Test the environment

Type: $karma start
Hopefully you see this:
If you read the messages carefully, you'll see that it didn't find any tests to executed.

If "karma start" fails, then the karma.conf.js likely has an error.  Read the message and see if you can figure out what it's asking for, then use "npm install" to install what's missing or fix the problem in karma.conf.js.  If you get no error, it just runs the karma process.

If Karma is running, you'll see a browser window launched. This is what Karmar does: it uses a NodJS server client and server (one that can access you tests in the configured test directory, and one in the browser(s) in which you want to execute the unit test.


Lets write a test:

describe("This test suite will fail", function() {
   it('should fail', function() {
         expect(false).to.be.false;
    expect(true).to.not.be.true;
   });
});
As soon as the test is saved, the part of Karma that is watching your test directory files for changes, will grab that test and ship it to the browser(s) it's controlling.  After running the test on the browser(s), it returns a report to the Karma controlling running in your DOS prompt and will write out the results.  In the DOS prompt where you launched Karma, you should see something like this:

What's Karma, What's Mocha, What's Chai?

Karma runs in Nod.js and looks for and executes test ".js" files.  It loads the .js file and executes any "describe(...)."  Mocha, the "test runner" handles reporting results.  In the test above, Mocha is called via the "it(...)."  Chai is the library for investigating test results using "expect(...)" among many other library calls.

Mocking

Karma-chai-Sinon plugin is a good way to get everything you needed installed in fewer step. I'll update the above with this improvement.
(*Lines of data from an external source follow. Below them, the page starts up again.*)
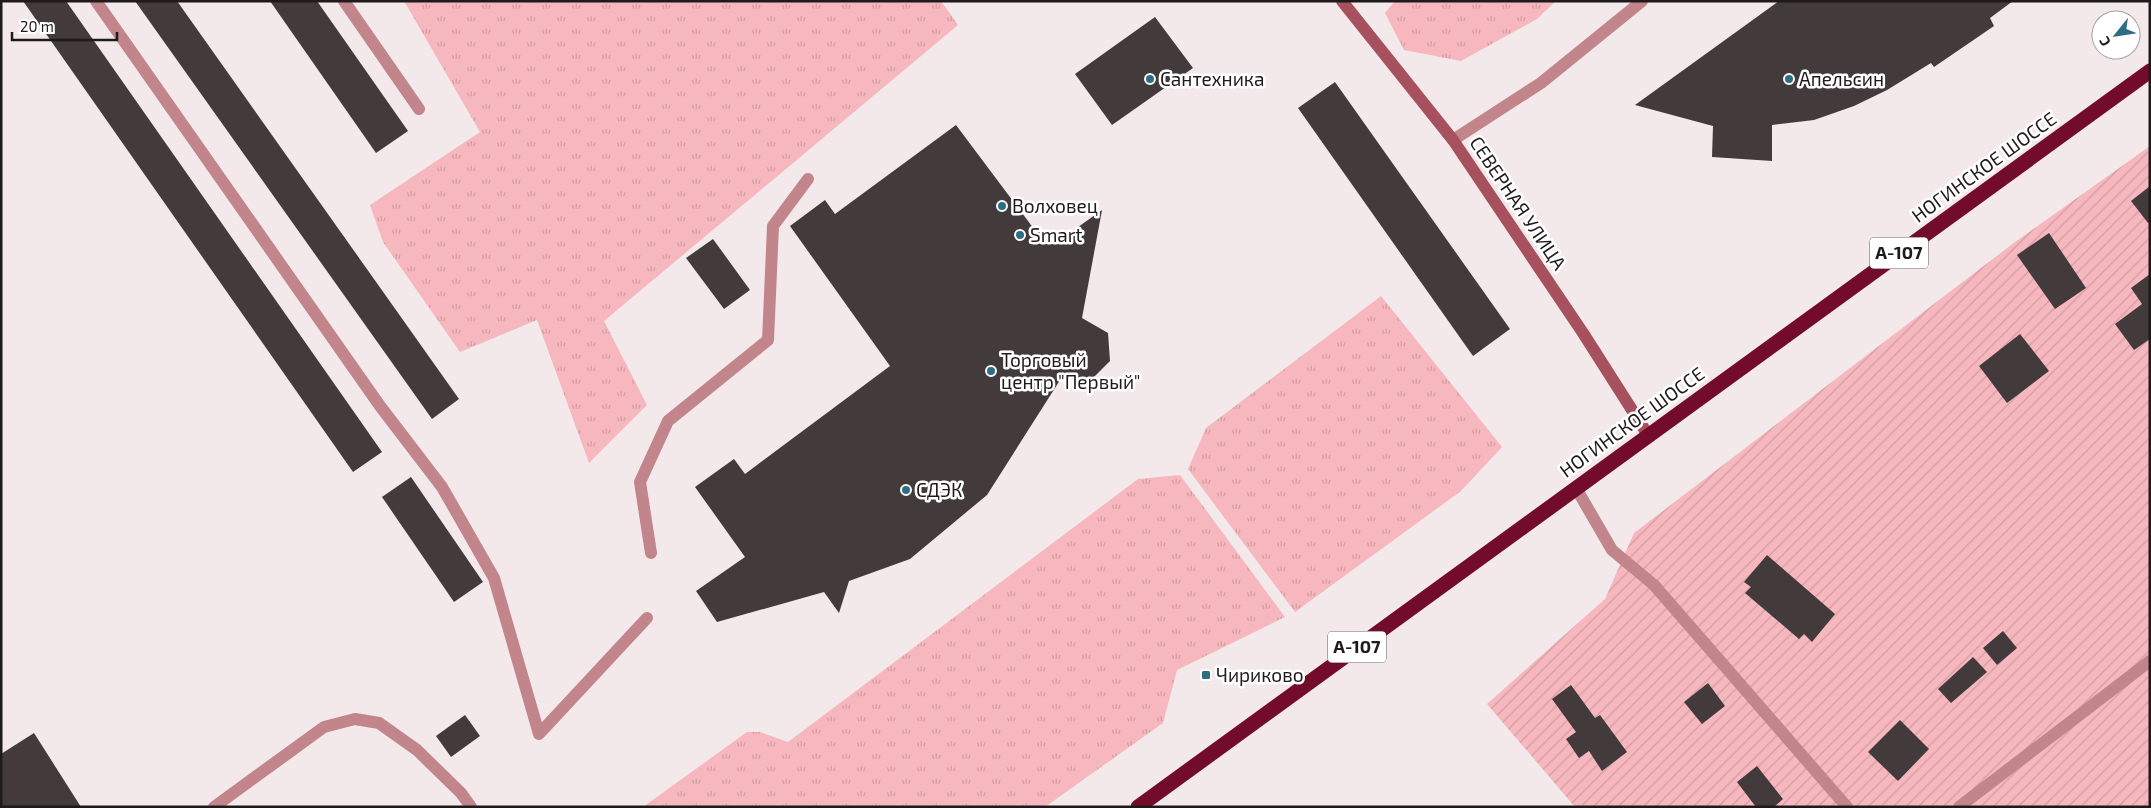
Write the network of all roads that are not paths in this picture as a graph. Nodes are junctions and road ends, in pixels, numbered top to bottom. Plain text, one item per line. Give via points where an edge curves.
1 (96, 1) edge
2 (344, 1) edge
3 (1342, 1) edge
4 (1642, 1) edge
5 (2150, 71) edge
6 (418, 109) dead end
7 (1452, 140) junction
8 (808, 179) dead end
9 (1648, 435) junction
10 (1576, 488) junction
11 (651, 552) dead end
12 (647, 618) dead end
13 (2150, 661) edge
14 (214, 807) edge
15 (470, 807) edge
16 (1138, 807) edge
17 (1847, 807) edge
18 (1959, 807) edge

1 - 12 lane via 380,406 442,487 494,578 539,734
2 - 6 lane
3 - 7 main road, СЕВЕРНАЯ УЛИЦА
4 - 7 lane via 1541,83
5 - 9 highway, НОГИНСКОЕ ШОССЕ / А-107
7 - 9 main road, СЕВЕРНАЯ УЛИЦА
8 - 11 lane via 773,226 768,340 668,421 640,482
9 - 10 highway, НОГИНСКОЕ ШОССЕ / А-107
10 - 16 highway, НОГИНСКОЕ ШОССЕ / А-107
10 - 17 lane via 1612,550 1654,585
13 - 18 lane
14 - 15 lane via 324,727 355,719 379,723 417,750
Then I'll put a nice mocking tutorial here. 

Tips

Karma tips: http://www.methodsandtools.com/tools/karma.php

Trouble shooting

When karma executes against a changed test, it returns Executed 0 of 0 ERROR

This happen because my karma.conf.js had, in the FILES section, had "exclude=true." This problem is also documented at: https://github.com/karma-runner/karma/issues/713

After "karma start" returns: Delaying execution, these browsers are not ready:

Recently, this happened when I tried to use RequireJS as a framework in my karma.conf.  When I removed this, it worked.  I don't need RequireJS.  Lots of people do.  I'm sure there is a way to get this to work.  Please comment if you know how to fix that problem.